Marihuana w Holandii wcale nie jest tak często palona przez Holendrów. Większe zainteresowanie tym specyfikiem wykazują osoby, które przebywają tu okazjonalnie lub emigranci. Polacy wydaje mi się, że palą częściej niż tubylcy. Ten temat jednak jest tak rozległy, że kiedyś poświęcę mu kiedyś osobny wpis.
 W drugim dniu odwiedziła mnie przyjaciółka z chłopakiem. Świetnie jest spotkać kogoś znajomego za granicą. Bardzo ucieszyła mnie jej wizyta. Niestety odwiedziny tylko na herbatkę czyli jakieś pół godziny to bardzo krótko. Nie zdążyliśmy za wiele porozmawiać. Później obejrzeliśmy ze współlokatorami "Transcendencje" i była ciężka do pojęcia... Skojarzył mi się film "Lucy", który oglądałem kiedyś z moją ostatnią miłością. Bardzo podobne wątki.

Czas wolny
Co tu robić kiedy nie pracujemy i chwyta nas nuda, a na zewnątrz jest pochmurnie?
Aktualnie robię ten wpis i popijam drinka i słucham "Fisz Emade Tworzywo - Ślady".
Mamy na miejscu siłownie więc w wolnym czasie można wybrać się poćwiczyć i nabrać trochę staminy. Ja osobiście referuje bieżnię oraz ćwiczenia na wzmocnienie pleców gdyż często mam bóle związane chyba z ostatnią pracą.Poza tym w aktualnej pracy też mogę nadwyrężyć swoje plecy...
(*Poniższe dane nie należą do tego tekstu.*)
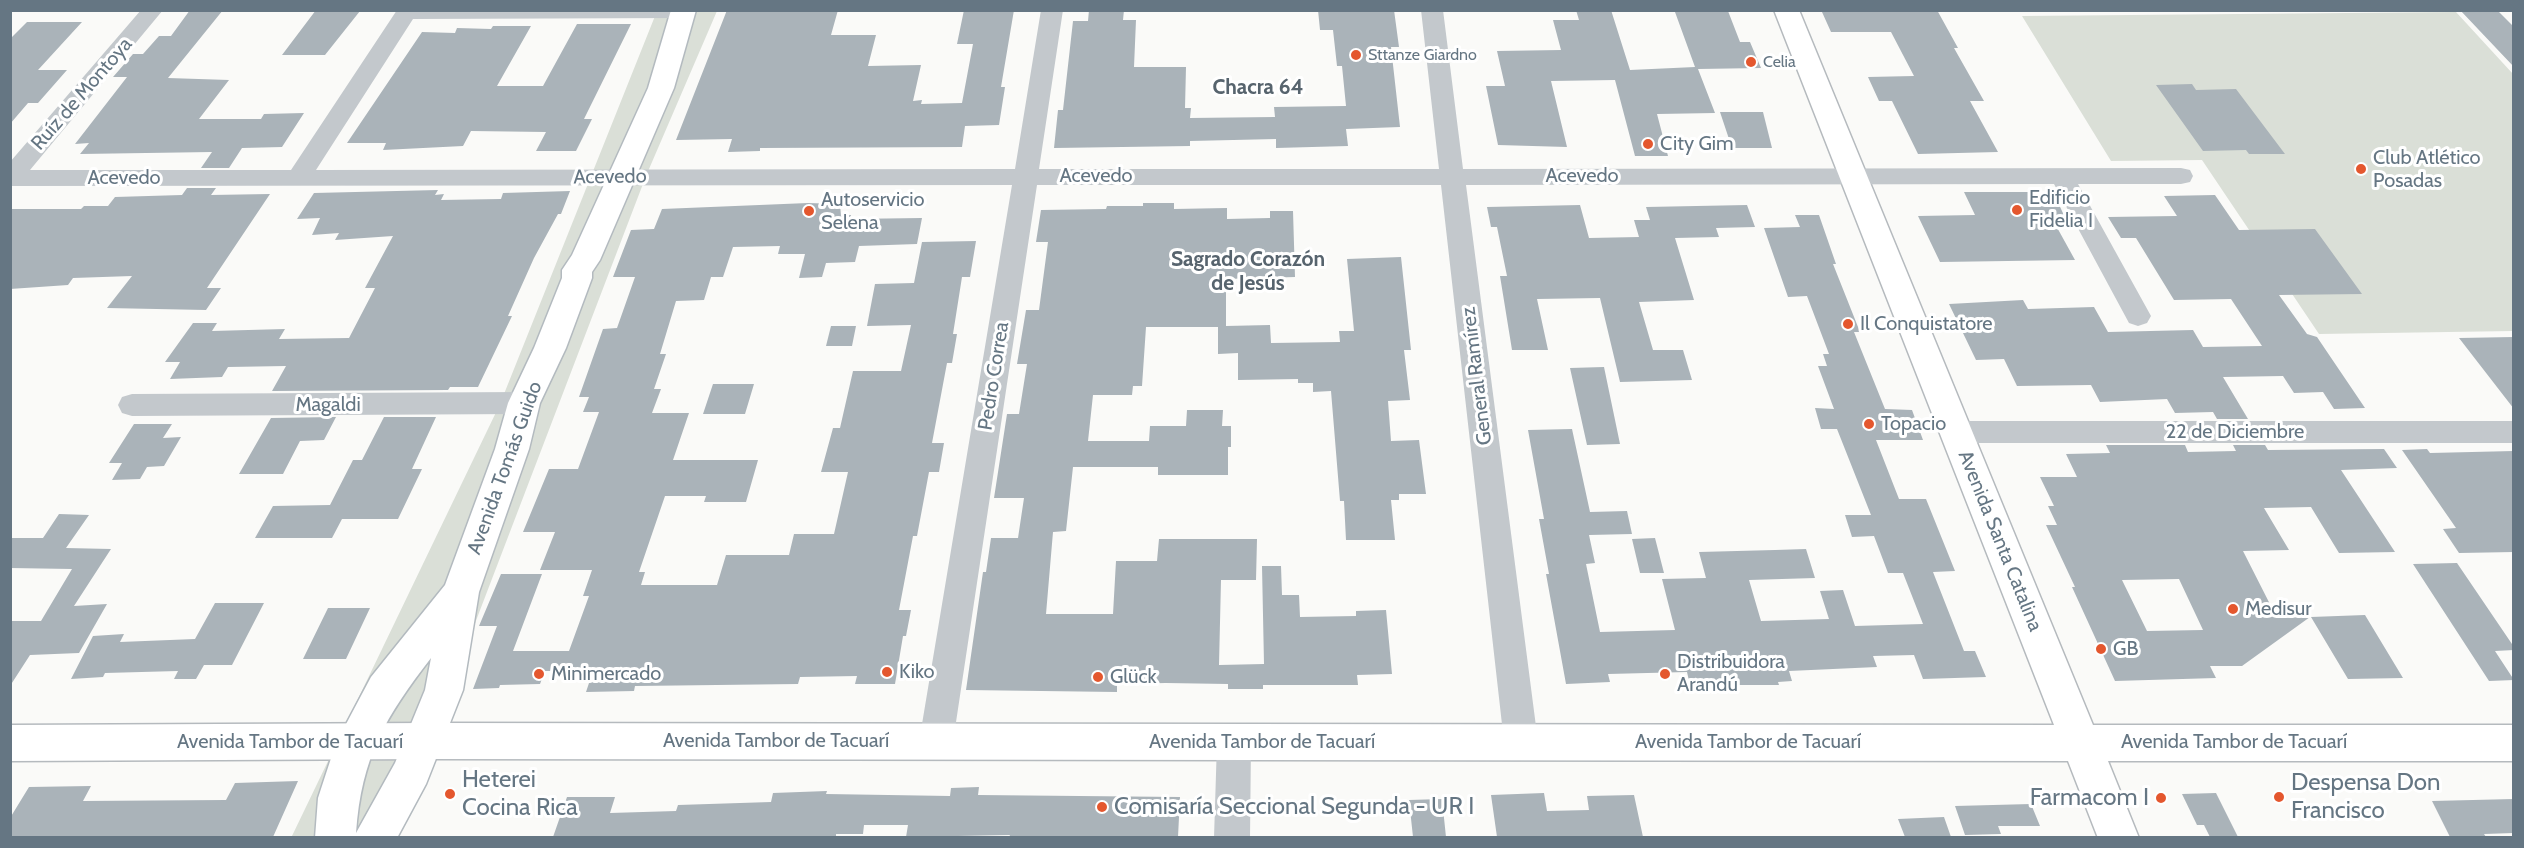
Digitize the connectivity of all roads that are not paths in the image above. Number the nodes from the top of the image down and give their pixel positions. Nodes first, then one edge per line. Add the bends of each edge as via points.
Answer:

 Do czasu wolnego dopisać mogę słuchanie muzyki, oglądnie filmów seriali, oraz korzystanie z internetu, który niestety czasami jest kapryśny i niestety odmawia posłuszeństwa...
Wczoraj po pracy z chłopakami mieliśmy czas na grę w państwa i miasta. Rozgrywka była bardzo śmieszna i okazało się, że rozłożyłem oponentów na łopatki. Później wyciągnąłem kolorowankę antystresową i trochę kolorowaliśmy.

Do zajęć wypełniających czas wolny dodam jeszcze przejażdżki do miasta i spacery po miejscu zakwaterowania oraz przypominanie sobie języka angielskiego... Bo w miasteczku pełnym Polaków się przydaje.
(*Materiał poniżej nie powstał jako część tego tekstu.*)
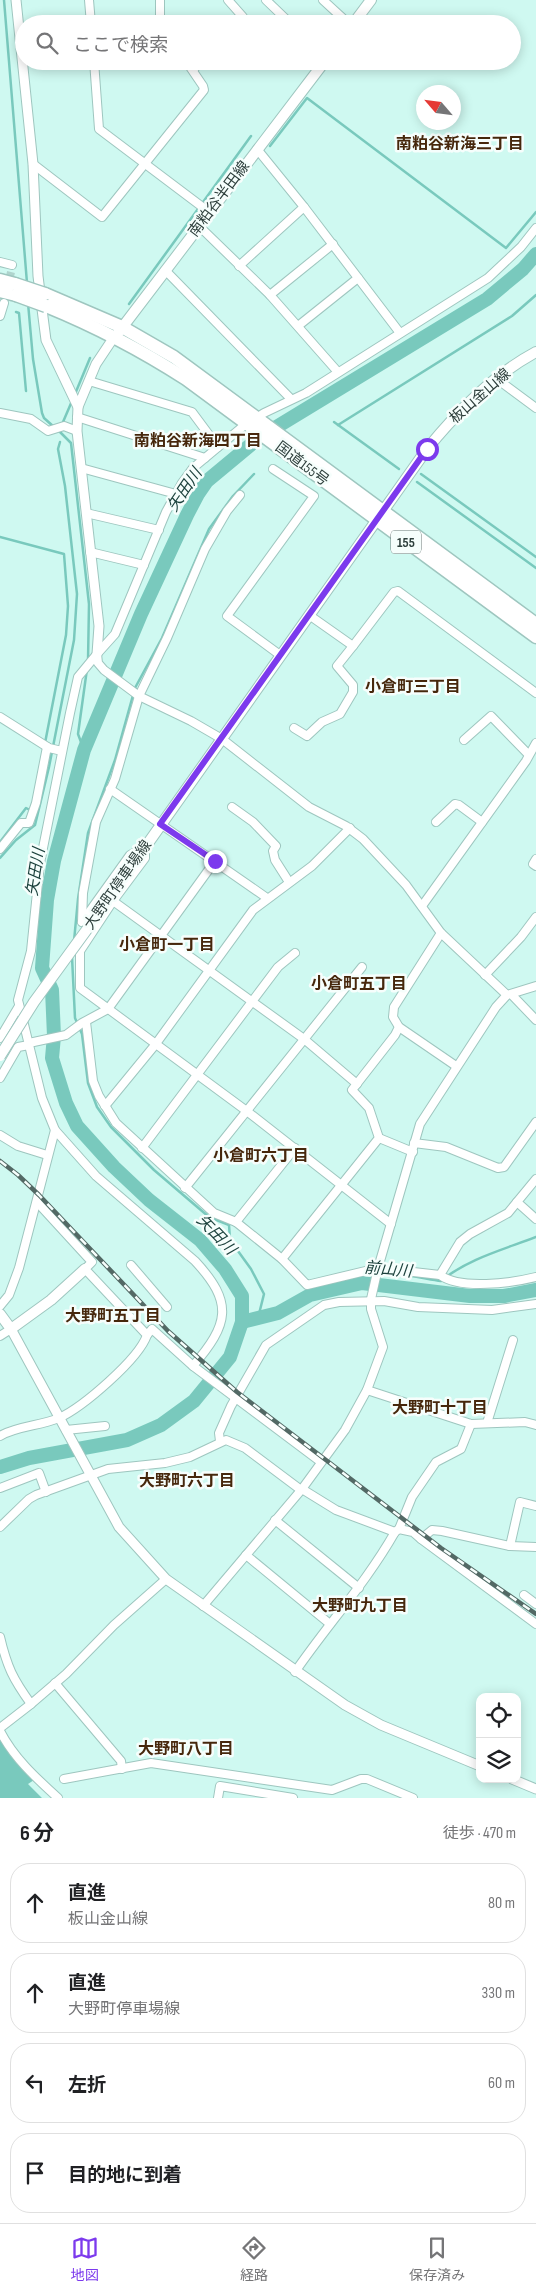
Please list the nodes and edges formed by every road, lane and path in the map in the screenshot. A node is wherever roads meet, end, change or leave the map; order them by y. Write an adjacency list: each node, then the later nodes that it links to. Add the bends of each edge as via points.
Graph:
1 (16, 0): 8 (street)
2 (90, 0): 9 (street)
3 (160, 0): 10 (street)
4 (228, 0): 11 (street)
5 (266, 0): 12 (street)
6 (323, 0): 13 (street)
7 (371, 0): 14 (main road)
8 (18, 15)
9 (91, 15)
10 (160, 15)
11 (241, 15)
12 (282, 15)
13 (339, 15)
14 (360, 15)
15 (24, 70): 21 (street)
16 (95, 70): 20 (street, via 99,129)
17 (192, 70): 20 (street, via 204,90)
18 (318, 70): 19 (main road, 南粕谷半田線)
19 (257, 149): 22 (street); 23 (main road, 南粕谷半田線)
20 (143, 163): 21 (street, via 102,217); 23 (street)
21 (34, 164): 44 (street, via 38,276 46,340)
22 (304, 206): 26 (street); 29 (street)
23 (209, 212): 24 (main road, 南粕谷半田線)
24 (198, 226): 29 (street); 30 (main road, 南粕谷半田線)
25 (536, 228): 38 (street, via 488,278)
26 (333, 244): 31 (street); 34 (street)
27 (0, 262): 28 (street)
28 (12, 265)
29 (239, 266): 34 (street)
30 (165, 270): 37 (main road, 南粕谷半田線); 43 (street)
31 (358, 278): 36 (street); 38 (street)
32 (0, 280): 33 (highway, 国道155号 / 155)
33 (16, 290): 35 (highway, 国道155号 / 155); 37 (highway, 国道155号 / 155, bridge)
34 (270, 294): 36 (street)
35 (1, 305)
36 (298, 326): 40 (street)
37 (118, 332): 42 (street, via 105,349); 48 (highway, 国道155号 / 155)
38 (400, 333): 40 (street)
39 (536, 352): 41 (main road, 板山金山線)
40 (337, 372): 43 (street)
41 (498, 379): 45 (street); 57 (main road, 板山金山線, via 452,419)
42 (89, 381): 44 (street); 50 (street, via 192,412)
43 (291, 399): 48 (street)
44 (78, 407): 47 (street)
45 (536, 408)
46 (0, 413): 49 (street, via 31,419 48,431 64,426)
47 (77, 417): 49 (street); 51 (street)
48 (255, 422): 50 (street); 57 (highway, 国道155号 / 155)
49 (76, 431): 52 (street)
50 (218, 447): 51 (street)
51 (205, 458): 54 (street, via 188,474)
52 (81, 468): 54 (street); 56 (street)
53 (273, 469): 66 (street, via 314,496 227,616)
54 (176, 494): 58 (street)
55 (240, 495): 68 (street, via 223,516 205,549 167,638)
56 (86, 513): 58 (street); 59 (street)
57 (381, 515): 61 (main road, 大野町停車場線); 62 (highway, 国道155号 / 155); 63 (highway, 国道155号 / 155)
58 (159, 530): 60 (street)
59 (90, 552): 60 (street); 65 (street, via 99,626)
60 (144, 565): 65 (street, via 115,634)
61 (309, 615): 64 (street); 66 (main road, 大野町停車場線)
62 (536, 624)
63 (536, 637)
64 (353, 646): 67 (street, via 398,591); 70 (street, via 337,666 353,685 353,692 340,714 322,722 307,736)
65 (97, 654): 68 (street, via 98,663 104,670); 75 (street, via 78,677)
66 (280, 655): 71 (main road, 大野町停車場線)
67 (536, 693)
68 (138, 694): 71 (street); 77 (street)
69 (0, 717): 74 (street)
70 (294, 728)
71 (222, 739): 81 (main road, 大野町停車場線); 82 (street, via 308,807)
72 (464, 740): 76 (street, via 491,716)
73 (536, 743): 76 (street)
74 (48, 747): 75 (street); 84 (street, via 29,822 22,823)
75 (60, 750): 102 (street, via 40,864 31,951)
76 (528, 754): 80 (street)
77 (110, 789): 81 (street); 83 (street, via 96,822 83,892 82,922 130,855)
78 (232, 807): 88 (street, via 253,822 276,846 273,851 275,860)
79 (436, 822): 80 (street, via 455,804)
80 (482, 822): 91 (street)
81 (160, 824): 83 (main road, 大野町停車場線); 86 (street)
82 (350, 828): 88 (street, via 324,856); 91 (street, via 380,856)
83 (145, 846): 90 (street, via 145,858); 111 (main road, 大野町停車場線, bridge, via 34,1002)
84 (0, 849)
85 (536, 859): 87 (street, via 533,864)
86 (215, 861): 89 (street); 94 (street)
87 (536, 866)
88 (289, 882): 89 (street)
89 (267, 898): 97 (street, via 253,910)
90 (114, 900): 94 (street); 103 (street, via 80,952 80,988)
91 (422, 906): 93 (street)
92 (536, 917): 98 (street)
93 (441, 933): 98 (street); 106 (street, via 394,1007 393,1017)
94 (161, 934): 97 (street); 103 (street)
95 (295, 953): 101 (street, via 278,967)
96 (362, 967): 108 (street)
97 (209, 970): 101 (street); 110 (street)
98 (486, 975): 100 (street)
99 (536, 986): 100 (street)
100 (509, 995): 104 (street); 112 (street, via 496,1007)
101 (252, 1003): 108 (street); 113 (street)
102 (19, 1006): 107 (street); 109 (street)
103 (108, 1009): 105 (street); 110 (street)
104 (536, 1020)
105 (86, 1022): 109 (street, via 59,1038); 116 (street, via 93,1081)
106 (398, 1027): 112 (street); 115 (street)
107 (0, 1038)
108 (304, 1039): 115 (street); 117 (street)
109 (31, 1043): 114 (street, via 18,1047); 119 (street, via 42,1098)
110 (155, 1045): 113 (street); 116 (street)
111 (0, 1056)
112 (456, 1066): 122 (street, via 426,1114)
113 (196, 1075): 117 (street); 123 (street)
114 (0, 1078)
115 (357, 1084): 121 (street, via 352,1090 369,1108)
116 (104, 1106): 123 (street, via 116,1123)
117 (248, 1112): 124 (street); 129 (street)
118 (536, 1122): 122 (street, via 504,1167 498,1168 446,1147)
119 (54, 1130): 126 (street); 150 (street, via 96,1176 206,1273 224,1310 213,1340)
120 (0, 1135): 126 (street, via 18,1146)
121 (379, 1138): 125 (street); 128 (street)
122 (414, 1143): 125 (street)
123 (142, 1148): 129 (street)
124 (295, 1148): 128 (street); 133 (street)
125 (413, 1152): 134 (street)
126 (47, 1155): 130 (street)
127 (536, 1179): 131 (street)
128 (342, 1186): 134 (street); 135 (street)
129 (185, 1188): 133 (street, via 214,1213)
130 (37, 1202): 137 (street, via 92,1262); 143 (street, via 20,1268 9,1295)
131 (517, 1202): 132 (street); 139 (street, via 508,1213 460,1242)
132 (536, 1219)
133 (236, 1222): 135 (street)
134 (391, 1224): 138 (street)
135 (282, 1260): 138 (street, via 307,1285)
136 (131, 1265): 144 (street)
137 (85, 1269): 146 (main road, via 51,1300); 147 (street)
138 (378, 1270): 139 (street); 141 (street)
139 (440, 1275): 140 (street, via 463,1283)
140 (536, 1277)
141 (371, 1300): 142 (street, via 418,1307 492,1310); 151 (street, via 383,1347); 152 (street, via 324,1305 271,1340)
142 (536, 1304)
143 (0, 1306)
144 (167, 1307)
145 (0, 1314): 146 (main road)
146 (11, 1329): 148 (street); 153 (street)
147 (147, 1335): 150 (street, via 152,1330); 153 (street, via 106,1384)
148 (0, 1336)
149 (513, 1340): 154 (street)
150 (193, 1366): 152 (street)
151 (367, 1390): 155 (street); 161 (street, via 345,1430)
152 (235, 1399): 160 (street, via 219,1433); 161 (street)
153 (58, 1418): 158 (street); 159 (street)
154 (487, 1423): 155 (street); 156 (street, via 526,1422)
155 (471, 1424): 169 (street, via 460,1449 436,1462 412,1497)
156 (536, 1425)
157 (104, 1426): 158 (street)
158 (67, 1432): 162 (street)
159 (0, 1436)
160 (220, 1441): 162 (street, via 182,1459); 164 (street, via 231,1441 245,1448)
161 (320, 1462): 164 (street)
162 (89, 1472): 165 (street); 174 (street, via 119,1527)
163 (0, 1488): 165 (street, via 38,1473)
164 (301, 1490): 167 (street); 169 (street, via 336,1510)
165 (46, 1492): 168 (street, via 29,1499)
166 (536, 1506): 171 (street, via 520,1502)
167 (275, 1520): 173 (street); 175 (street)
168 (0, 1527)
169 (397, 1530): 170 (street, via 413,1532); 175 (street)
170 (421, 1539): 171 (street, via 432,1530); 180 (street)
171 (510, 1546): 172 (street)
172 (536, 1547)
173 (246, 1554): 178 (street); 179 (street)
174 (166, 1580): 178 (street); 183 (street)
175 (359, 1588): 179 (street)
176 (524, 1595): 177 (street)
177 (536, 1604)
178 (203, 1606): 182 (street)
179 (330, 1624): 182 (street)
180 (536, 1624)
181 (0, 1637): 184 (street, via 3,1655 13,1678)
182 (295, 1672): 186 (street, via 381,1725)
183 (55, 1683): 184 (street); 187 (street, via 121,1761)
184 (31, 1704): 185 (street)
185 (0, 1730): 191 (street, via 8,1747 24,1767)
186 (476, 1764)
187 (122, 1769): 188 (street); 194 (street, via 156,1763 332,1790 366,1779)
188 (64, 1779)
189 (521, 1783): 190 (street)
190 (536, 1789)
191 (58, 1798)
192 (218, 1798): 193 (street, via 220,1786)
193 (293, 1798)
194 (412, 1798)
Co mnie dziwi w Holandii...
Włącznik światła razem z gniazdkiem... Nawet w łazience ...
To mnie właśnie dziwi... Kontakty wraz z włącznikami światła. Znajdują się na wysokości klamki od drzwi. Oczywiście są też zwykłe gniazdka na wysokości 15 cm od podłogi.

Praca

Przez ostatni tydzień byłem 4 dni w pracy. Oczywiście koordynatorka jeszcze nie dostarczyła mi umowy oraz nie mam wyrobionego numeru BSN czy sofi. Mam nadzieję że w tym tygodniu to jeszcze załatwimy. Praca order pickera polega na zbieraniu zamówień na wózek ręczny. Zamówienie jest dyktowane przez zestaw słuchawkowy. Jestem na dziale z nabiałem. Najciężej jest z kartonami z mlekiem. Na hali jest dość chłodno bo około 4 stopnie. Bardzo ciekawy jest system pracy w tym kraju. W moim miejscu zatrudnienia podczas normalnego 8 godzinnego dnia pracy są 3 przerwy  w sumie trwające godzinę. Pauzy są odliczane od czasu pracy więc w miejscu zatrudnienia przebywamy 9 godzin, a 8 spędzamy na wypełnianiu obowiązków. 
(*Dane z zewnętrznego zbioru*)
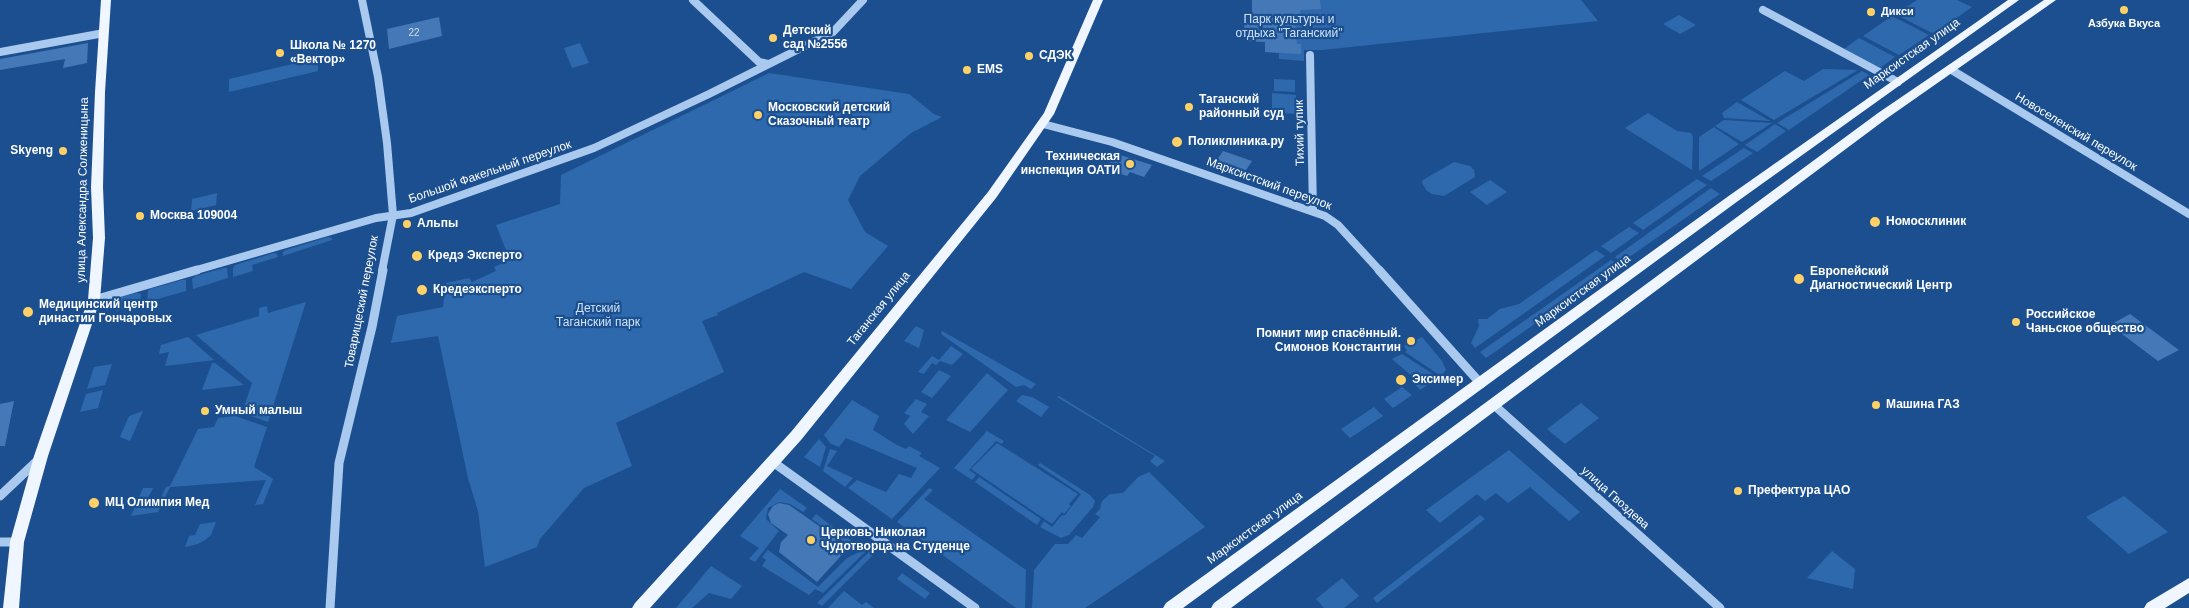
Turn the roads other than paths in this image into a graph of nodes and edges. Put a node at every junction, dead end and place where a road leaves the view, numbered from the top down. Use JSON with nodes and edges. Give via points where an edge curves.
{"nodes":[{"id":1,"x":106,"y":0,"type":"edge"},
{"id":2,"x":362,"y":0,"type":"edge"},
{"id":3,"x":693,"y":0,"type":"edge"},
{"id":4,"x":863,"y":0,"type":"edge"},
{"id":5,"x":1098,"y":0,"type":"edge"},
{"id":6,"x":2014,"y":0,"type":"edge"},
{"id":7,"x":2051,"y":0,"type":"edge"},
{"id":8,"x":1764,"y":10,"type":"dead end"},
{"id":9,"x":104,"y":33,"type":"junction"},
{"id":10,"x":0,"y":52,"type":"edge"},
{"id":11,"x":1310,"y":55,"type":"dead end"},
{"id":12,"x":768,"y":64,"type":"junction"},
{"id":13,"x":1950,"y":69,"type":"junction"},
{"id":14,"x":1898,"y":82,"type":"junction"},
{"id":15,"x":1043,"y":124,"type":"junction"},
{"id":16,"x":1313,"y":211,"type":"junction"},
{"id":17,"x":2189,"y":214,"type":"edge"},
{"id":18,"x":393,"y":215,"type":"junction"},
{"id":19,"x":94,"y":300,"type":"junction"},
{"id":20,"x":1481,"y":384,"type":"junction"},
{"id":21,"x":1494,"y":405,"type":"junction"},
{"id":22,"x":42,"y":456,"type":"junction"},
{"id":23,"x":773,"y":462,"type":"junction"},
{"id":24,"x":0,"y":496,"type":"edge"},
{"id":25,"x":0,"y":542,"type":"edge"},
{"id":26,"x":17,"y":542,"type":"junction"},
{"id":27,"x":2189,"y":585,"type":"edge"},
{"id":28,"x":11,"y":608,"type":"edge"},
{"id":29,"x":330,"y":608,"type":"edge"},
{"id":30,"x":640,"y":608,"type":"edge"},
{"id":31,"x":975,"y":608,"type":"edge"},
{"id":32,"x":1170,"y":608,"type":"edge"},
{"id":33,"x":1219,"y":608,"type":"edge"},
{"id":34,"x":1720,"y":608,"type":"edge"},
{"id":35,"x":2152,"y":608,"type":"edge"}],
"edges":[{"from":1,"to":9,"type":"main road","name":"улица Александра Солженицына"},
{"from":2,"to":18,"type":"street","name":"Товарищеский переулок","via":[[378,77]]},
{"from":3,"to":12,"type":"street","via":[[759,62]]},
{"from":4,"to":12,"type":"street","name":"Большой Факельный переулок","via":[[833,32]]},
{"from":5,"to":15,"type":"main road","name":"Таганская улица"},
{"from":6,"to":14,"type":"main road","name":"Марксистская улица"},
{"from":7,"to":13,"type":"main road"},
{"from":8,"to":14,"type":"street"},
{"from":9,"to":10,"type":"street"},
{"from":9,"to":19,"type":"main road","name":"улица Александра Солженицына","via":[[98,173],[99,238]]},
{"from":11,"to":16,"type":"street","name":"Тихий тупик"},
{"from":12,"to":18,"type":"street","name":"Большой Факельный переулок","via":[[594,148],[410,213]]},
{"from":13,"to":17,"type":"street","name":"Новоселенский переулок"},
{"from":13,"to":21,"type":"main road"},
{"from":14,"to":20,"type":"main road","name":"Марксистская улица"},
{"from":15,"to":16,"type":"street","name":"Марксистский переулок","via":[[1112,142]]},
{"from":15,"to":23,"type":"main road","name":"Таганская улица","via":[[992,195]]},
{"from":16,"to":20,"type":"street","name":"Марксистский переулок","via":[[1338,225]]},
{"from":18,"to":19,"type":"street","name":"Большой Факельный переулок"},
{"from":18,"to":29,"type":"street","name":"Товарищеский переулок","via":[[372,327],[339,463]]},
{"from":19,"to":22,"type":"main road","name":"улица Александра Солженицына"},
{"from":20,"to":32,"type":"main road","name":"Марксистская улица"},
{"from":21,"to":33,"type":"main road"},
{"from":21,"to":34,"type":"street","name":"улица Гвоздева"},
{"from":22,"to":24,"type":"street"},
{"from":22,"to":26,"type":"main road","name":"улица Александра Солженицына"},
{"from":23,"to":30,"type":"main road","name":"Таганская улица"},
{"from":23,"to":31,"type":"street"},
{"from":25,"to":26,"type":"street"},
{"from":26,"to":28,"type":"main road","name":"улица Александра Солженицына"},
{"from":27,"to":35,"type":"main road"}]}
To chyba na tyle z moich wypocin po tygodniu spędzonym w kraju wiatraków i tulipanów.
Jeśli natknę się na coś ciekawego to nie omieszkam o tym wspomnieć.
Dziękuję za uwagę, przepraszam za błędy gdyż nie robiłem wielkiej korekty. 
Pozdrawiam z kraju kwitnących kwiatów. 
K.K.


wtorek, 6 grudnia 2016

Holandia

Witajcie. Welkome.



Po długiej przerwie stwierdziłem, że czas się odezwać. Wena nie wróciła ale będę miał chyba co opowiadać gdyż wyemigrowałem do Królestwa Niderlandów (potocznie Holandia).


Dlaczego wyjechałem? Primo chciałem bardzo odwiedzić ten kraj i zobaczyć jak się tu pracuje za "jurki", secundo zmusiła mnie sytuacja w kraju. Miałem dość robót na umowy zlecenie za marne pieniądze. W tych czasach trzeba mieć albo dużo szczęścia, albo dobre kontakty, a najlepiej obie te rzeczy. Nie mówiąc już o cwaniactwie.


Wybrałem nieodpowiedni czas na przewalutowanie złotego bo euro świetnie ostatnio stało no cóż za coś trzeba żyć na początku.
Ze Szczecina do miejsca docelowego znajdującego się w miasteczku położonym w holenderskiej prowincji Gelderland jechałem busem 9 godzin wliczając postoje. Niestety albo stety jechałem w nocy przez co nie zobaczyłem za wiele zza szyby. W sumie nie wiele bym zobaczył skoro jechaliśmy głównie autostradami.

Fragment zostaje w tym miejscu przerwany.